255.* In a sense analogous to the idea of thwarting or avoiding evil may probably be regarded the closing of the eyes as a sign of "envy, hatred, and malice." Thus, among Warraus and Arawaks, as between man with man or woman with woman, the angered one will look at the other, suddenly shut the eyes, keep them closed a few seconds, and then turn away. The person thus treated will know that he or she must be prepared for the coming storm. So also the following p. 301 occurrence reported frem the Parou River in Cayenne may find place here: "In a retired spot, I surprise a little girl who, like the ostrich, hides her face in a hole, leaving her body entirely exposed" (Cr, 273). It is possible that the peppering of the witch's eyes before clubbing her was intended to prevent the poor wretch attracting toward herself the Spirits of those people she might otherwise have looked at (Sect. 319). Compare also the binding of the girl's eyes in the puberty ceremony (Sect. 271).
256.* The closing of the eyes and the concurrent expression of a wish I am unable to obtain explanations for, except on the hypothesis of some Spirit being supplicated, and deal with the practice here only as a matter of convenience. Mention is made of the custom in the Carib story of—
*"SHUT YOUR EYES AND WISH!" (C)
There were two brothers, and each had set a spring trap to catch Maipuri [tapir] but it had proved too smart for them. One day the younger came home and said, "I have caught a bush-cow." This made the elder one jealous, and hence his remark, "If you have fooled me, I will kill you." So they went together into the bush, and sure enough there was the tapir caught by the leg in the trap. The elder brother thereupon killed the beast, cut up the meat, and took it all for himself, leaving only the entrails for the younger. The latter returned home, and telling his mother how greedy her first-born had been, prevailed upon her to leave the place with him. When they had traveled a great distance, they reached a hill, and the son said: "Mother! Shut your eyes, and say, 'I want a field here, with plantains and potatoes, together with a house right in its very center.'" The old woman did what she had been told, and lo, and behold! there she had exactly what she had asked for. The two of them remained there for a long period, quite happy and content, but the mother was getting old now. So the son said, "Mother! Shut your eyes, and say, 'I want to be a young girl again.'" This she did, and her wish was immediately granted, she becoming so very sweet and attractive that her son became quite proud of her and wanted other people to see her also. Indeed, this made him say, "Mother! Shut your eyes, and say, 'I wish my big son would come see me.'" No sooner said than done, and the elder brother put in his appearance. Now that they had a visitor, they must of course have paiwarri, so the younger brother told his mother as before to shut her eyes and wish for drinks—and accordingly they had a big jar of paiwarri. All three of them drank, and the big brother became beastly intoxicated, so much so that he commenced trying to take liberties with the pretty young woman. "How dare you!" expostulated the younger one. "Don't you know that she is your mother?" "No! I don't," replied the elder, "and what is more, I don't believe it," and as he insisted upon attempting to carry out his wicked designs, the two men fought. When the elder brother finally awoke from his drunken brawl, he found himself all alone in a strange broken-down old hut, and so he returned home disconsolate.

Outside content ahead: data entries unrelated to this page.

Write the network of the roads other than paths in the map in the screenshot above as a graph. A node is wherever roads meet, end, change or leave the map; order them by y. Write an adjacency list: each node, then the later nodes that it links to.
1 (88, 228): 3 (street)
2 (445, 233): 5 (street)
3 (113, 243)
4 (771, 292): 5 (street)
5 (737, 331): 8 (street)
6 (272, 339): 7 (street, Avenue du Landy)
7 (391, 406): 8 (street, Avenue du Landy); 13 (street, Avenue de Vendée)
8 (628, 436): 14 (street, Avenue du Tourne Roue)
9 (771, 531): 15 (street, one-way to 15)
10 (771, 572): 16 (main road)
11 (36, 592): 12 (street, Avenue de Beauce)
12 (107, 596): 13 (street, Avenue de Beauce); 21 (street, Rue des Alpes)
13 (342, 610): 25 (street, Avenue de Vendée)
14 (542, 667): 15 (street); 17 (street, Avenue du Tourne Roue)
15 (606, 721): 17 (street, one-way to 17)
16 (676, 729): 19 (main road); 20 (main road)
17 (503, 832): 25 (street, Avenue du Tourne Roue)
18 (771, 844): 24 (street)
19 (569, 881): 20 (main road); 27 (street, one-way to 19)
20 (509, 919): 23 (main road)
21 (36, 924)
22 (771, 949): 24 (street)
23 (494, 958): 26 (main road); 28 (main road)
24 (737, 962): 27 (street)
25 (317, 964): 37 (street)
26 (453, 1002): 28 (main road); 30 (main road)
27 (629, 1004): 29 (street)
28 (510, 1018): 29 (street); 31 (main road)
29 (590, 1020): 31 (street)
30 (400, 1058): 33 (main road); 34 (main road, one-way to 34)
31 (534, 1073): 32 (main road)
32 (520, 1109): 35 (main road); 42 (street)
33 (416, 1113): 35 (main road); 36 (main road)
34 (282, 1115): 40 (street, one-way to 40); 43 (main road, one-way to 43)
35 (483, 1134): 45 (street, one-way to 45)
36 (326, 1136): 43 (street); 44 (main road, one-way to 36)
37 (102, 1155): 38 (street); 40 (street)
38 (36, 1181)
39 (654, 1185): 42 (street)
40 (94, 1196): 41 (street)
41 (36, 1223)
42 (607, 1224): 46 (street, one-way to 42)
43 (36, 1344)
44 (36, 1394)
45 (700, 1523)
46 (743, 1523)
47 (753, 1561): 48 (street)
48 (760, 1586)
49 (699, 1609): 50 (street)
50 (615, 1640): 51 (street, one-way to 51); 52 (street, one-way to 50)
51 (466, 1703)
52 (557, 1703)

The Makusis also would seem to have had similar ideas about wishing, for in their legend of Pia and Makunaima the former tells his mother that whatever of good she desired she would obtain if she would bow her head and cover her face with her hands while she expressed her wish (Sect. 41).
257.* It was a superstition of the Indians in Cayenne that the first person to see the dancers arrive at the actual place of entertainment p. 302 would die during the course of the year or meet with other misfortune. Hence, directly the dancers left the public meeting-house (karbet) to go to a retired spot for the purpose of decorating themselves, the audience took good care to go into hiding, and to return in a body, shouting and screaming like madmen, when the performers put in their appearance (PBa, 201; LAP, II, 242).
258.* The following are examples of what might be called restrictions in arts, crafts, and manufactures.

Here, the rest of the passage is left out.